Gastroparesis is a condition that prevents stomach muscles from working properly, which prevents the stomach from digesting food completely. The vagus nerve controls the movement of food through the digestive tract, which is composed of the stomach, small intestine, and large intestine. In cases where the vagus nerve becomes damaged, gastroparesis can occur.

So, what's the most common cause of vagus nerve damage? Diabetes. Chronic high blood sugar levels eventually can eventually damage the vagus nerve, resulting in poor digestion because ingested food doesn't move through the digestive tract normally. Food often remains in the stomach or intestines longer than it should, and the body doesn't efficiently absorb nutrients.

Gastroparesis symptoms

In most cases, according to the National Digestive Diseases Information Clearinghouse (NDDIC), the most common symptoms of gastroparesis include nausea, vomiting undigested food as well as feeling full after eating only a small meal. Other symptoms may include the following:

  1. Appetite loss
  2. Abdomen bloating
  3. Gastroesophageal reflux
  4. Stomach pain

Gastroparesis complications

Gastroparesis can lead to other complications, which are related to inefficient digestion.

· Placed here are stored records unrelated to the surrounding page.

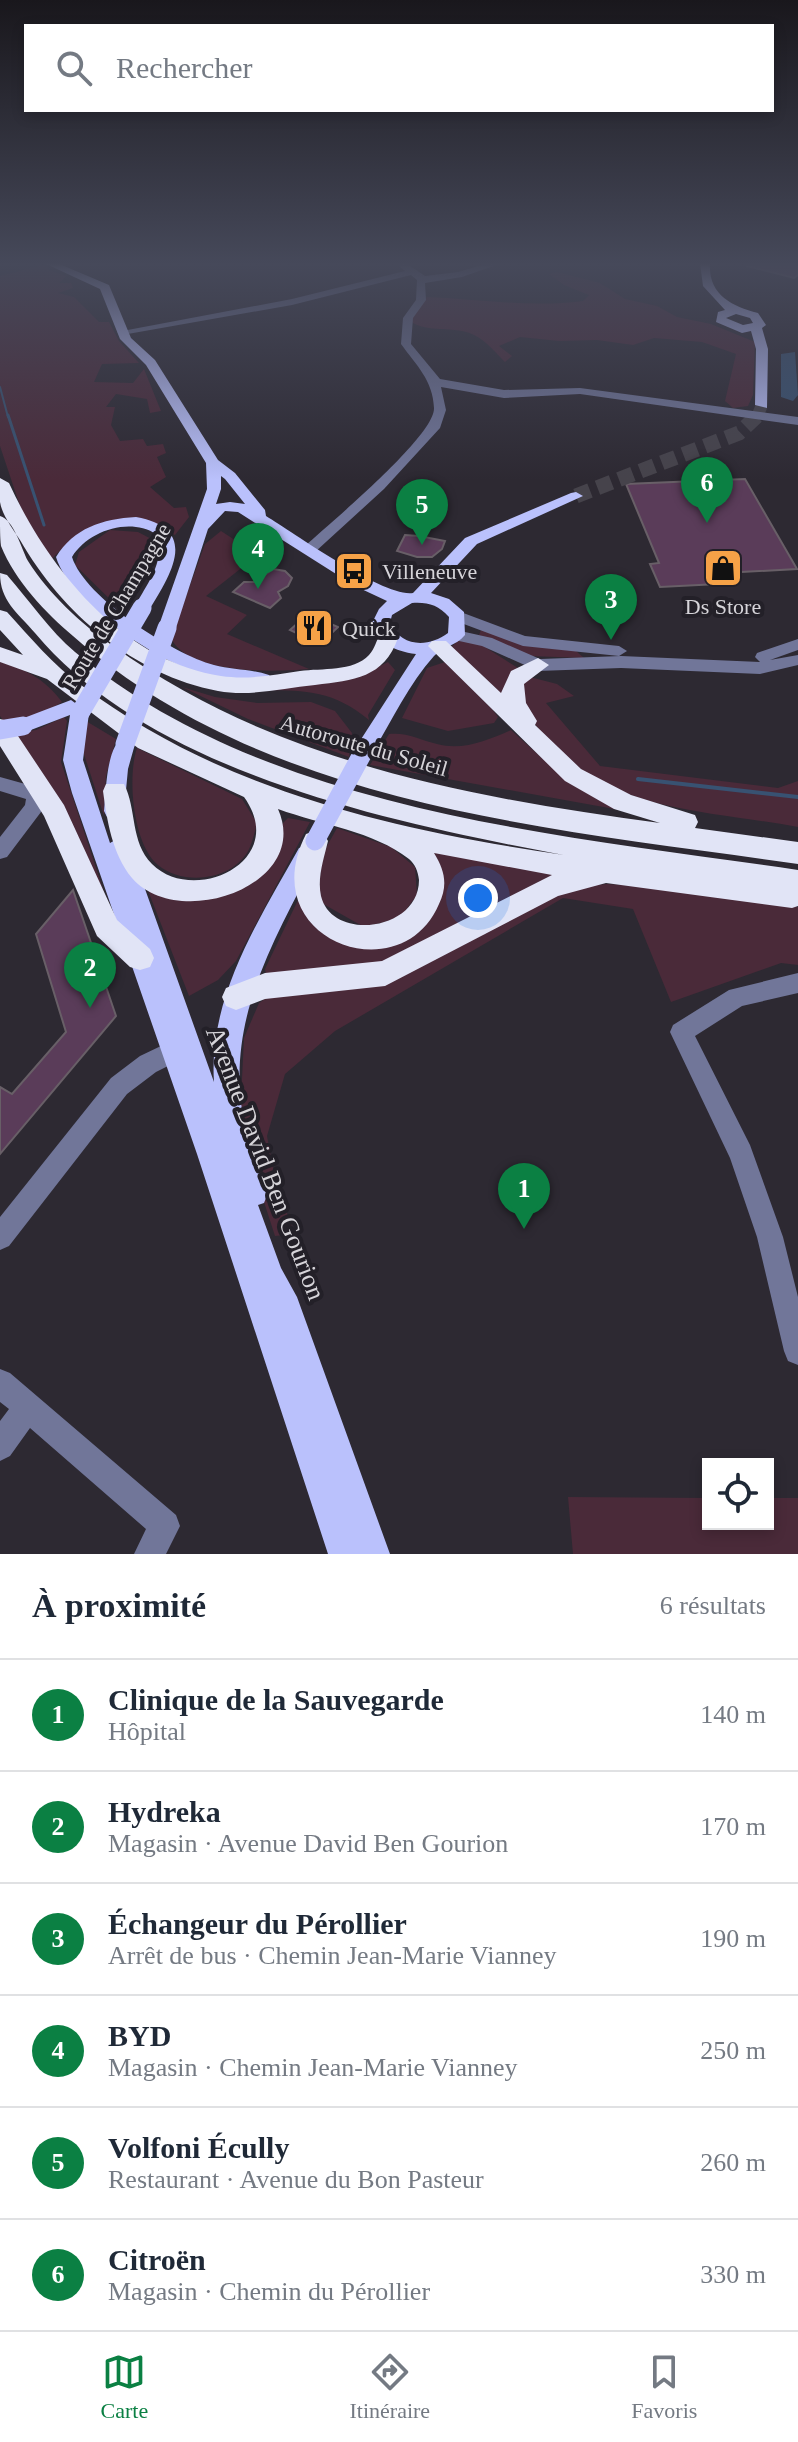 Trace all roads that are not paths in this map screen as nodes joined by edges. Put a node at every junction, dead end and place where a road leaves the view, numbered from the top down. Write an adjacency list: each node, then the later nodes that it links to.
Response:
1 (125, 336): 7 (main road)
2 (404, 336): 4 (street)
3 (758, 336): 5 (main road)
4 (435, 382): 6 (street); 16 (street)
5 (762, 405)
6 (795, 421)
7 (208, 467): 9 (main road); 14 (main road); 20 (main road, Route de Champagne)
8 (0, 483): 28 (highway)
9 (214, 489): 11 (main road); 15 (main road, Route de Champagne)
10 (576, 496): 12 (main road)
11 (243, 508): 14 (main road); 15 (main road)
12 (531, 514): 18 (main road); 19 (main road)
13 (0, 522): 41 (highway, Autoroute du Soleil)
14 (269, 522): 16 (main road)
15 (202, 527): 34 (main road, Route de Champagne, bridge)
16 (310, 549): 18 (main road)
17 (0, 579): 43 (highway)
18 (402, 602): 19 (main road); 23 (main road)
19 (443, 602): 22 (main road)
20 (142, 608): 28 (main road); 30 (main road, Route de Champagne, bridge)
21 (0, 617): 29 (highway)
22 (446, 636): 23 (main road); 24 (street); 27 (street); 32 (highway); 38 (main road, bridge)
23 (388, 638): 28 (highway)
24 (798, 644)
25 (0, 654): 29 (highway)
26 (798, 660): 27 (street)
27 (538, 665): 32 (highway)
28 (307, 678)
29 (60, 679): 35 (highway)
30 (80, 705): 31 (main road); 36 (main road, Route de Champagne)
31 (8, 727): 45 (highway)
32 (540, 744): 39 (highway)
33 (0, 784): 40 (street)
34 (115, 791): 35 (highway); 48 (main road, Avenue David Ben Gourion)
35 (253, 791): 37 (highway)
36 (90, 814): 45 (main road, Avenue David Ben Gourion)
37 (373, 829): 38 (highway); 42 (highway)
38 (315, 841): 47 (main road)
39 (798, 844)
40 (2, 848)
41 (798, 853)
42 (622, 874): 44 (highway); 47 (highway)
43 (798, 881)
44 (798, 898)
45 (140, 958): 48 (main road, Avenue David Ben Gourion)
46 (798, 983): 51 (street)
47 (236, 997): 50 (main road)
48 (179, 1048): 49 (street); 50 (main road, Avenue David Ben Gourion); 56 (main road, Avenue David Ben Gourion)
49 (0, 1237)
50 (282, 1297): 57 (main road, Avenue David Ben Gourion)
51 (798, 1351)
52 (0, 1383): 53 (street)
53 (27, 1407): 54 (street); 55 (street)
54 (0, 1446)
55 (149, 1554)
56 (345, 1554)
57 (373, 1554) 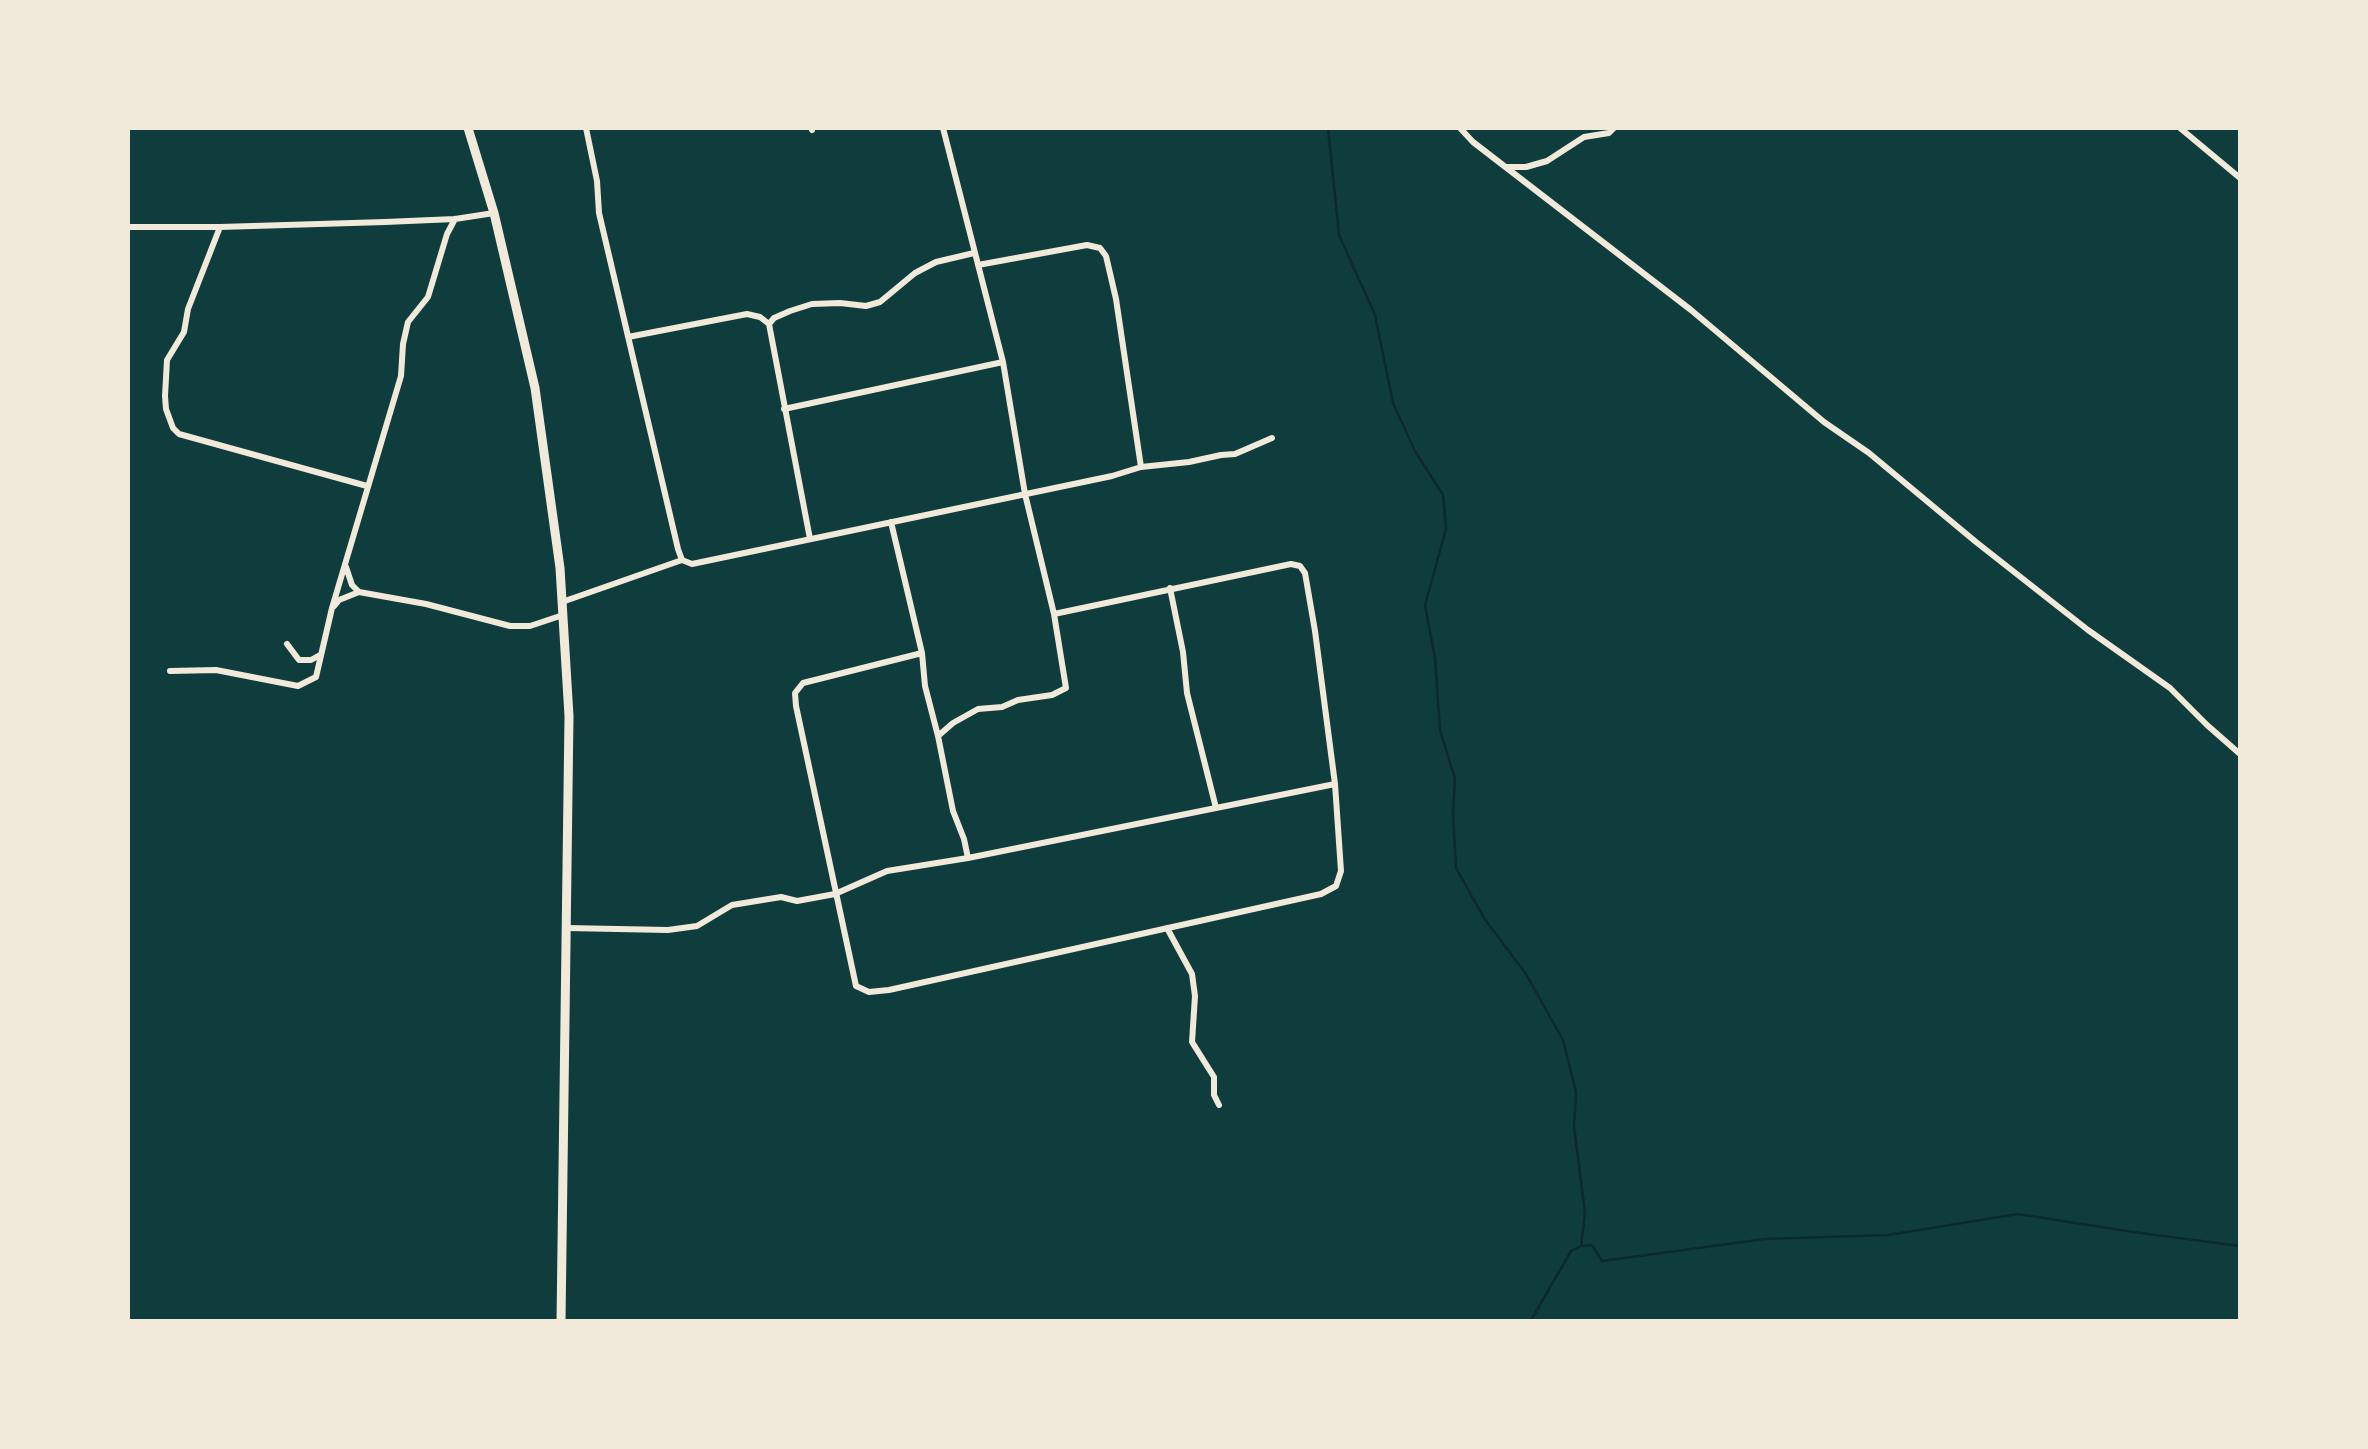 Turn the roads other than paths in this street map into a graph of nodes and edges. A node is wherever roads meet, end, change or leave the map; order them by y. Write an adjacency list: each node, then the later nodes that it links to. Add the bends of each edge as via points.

Harder-to-control blood sugar.Because gastroparesis causes food to be digested inconsistently, sugar enters the blood erratically.

Weight loss and malnutrition.The body doesn't absorb nutrients in a normal fashion due to gastroparesis. This can cause unintended and unsafe weight loss, as well as malnutrition.>

Intestinal blockages. Undigested food trapped in the digestive tract can solidify and cause potentially life-threatening blockages.

Gastroparesis treatment

The various treatments for gastroparesis depend on the severity of the disease and the advice of your doctor. Treatments include medications, changed eating habits and surgery.

Eating habits. In many cases, drinking carbonated beverages, eating greasy foods or foods with a large amount of fiber can exacerbate symptoms. In turn, making changes to dietary habits may bring temporary relief. Some recommendations from the NDDIC include the following:

  • Eating smaller meals
  • Chewing more slowly and completely
  • Drinking noncarbonated beverages
  • Staying active for two hours after meals
  • Avoiding high-fat or high-fiber foods

Medications. Several medications are available today to treat gastroparesis, including:

  • Reglan (metoclopramide). Reglan can help reduce both vomiting and nausea. It works by forcing the stomach muscles to contract to assist the stomach with gastric emptying.
  • Erythromycin. An antibiotic, erythromycin might help with gastric emptying. It works in the same manner as Reglan -- stimulating the stomach muscles to contract.
  • Cholinergic drugs. These medications stimulate nerve receptors to move food through the digestive tract.

Surgery (Gastroenterostomy). If nutrition or medication changes don't work, health care providers may recommend a surgical procedure called a Gastroenterostomy. Designed to bypass the stomach, a surgeon attaches a feeding tube to the abdominal wall and connects it to the jejunum (part of the small intestine). Remember, this procedure is usually only recommended in extreme cases of gastroparesis.

For individuals with diabetes, they may need to take the following steps to better control their gastroparesis symptoms:

  1. Change the type of insulin they use
  2. Take insulin more often
  3. Instead of taking insulin after meals, taking insulin before meals
  4. Checking blood sugar levels more frequently

If you suspect you may be suffering from gastroparesis, schedule an appointment with your health care provider. Do not make any insulin or medication adjustments prior to speaking to members of your health care team.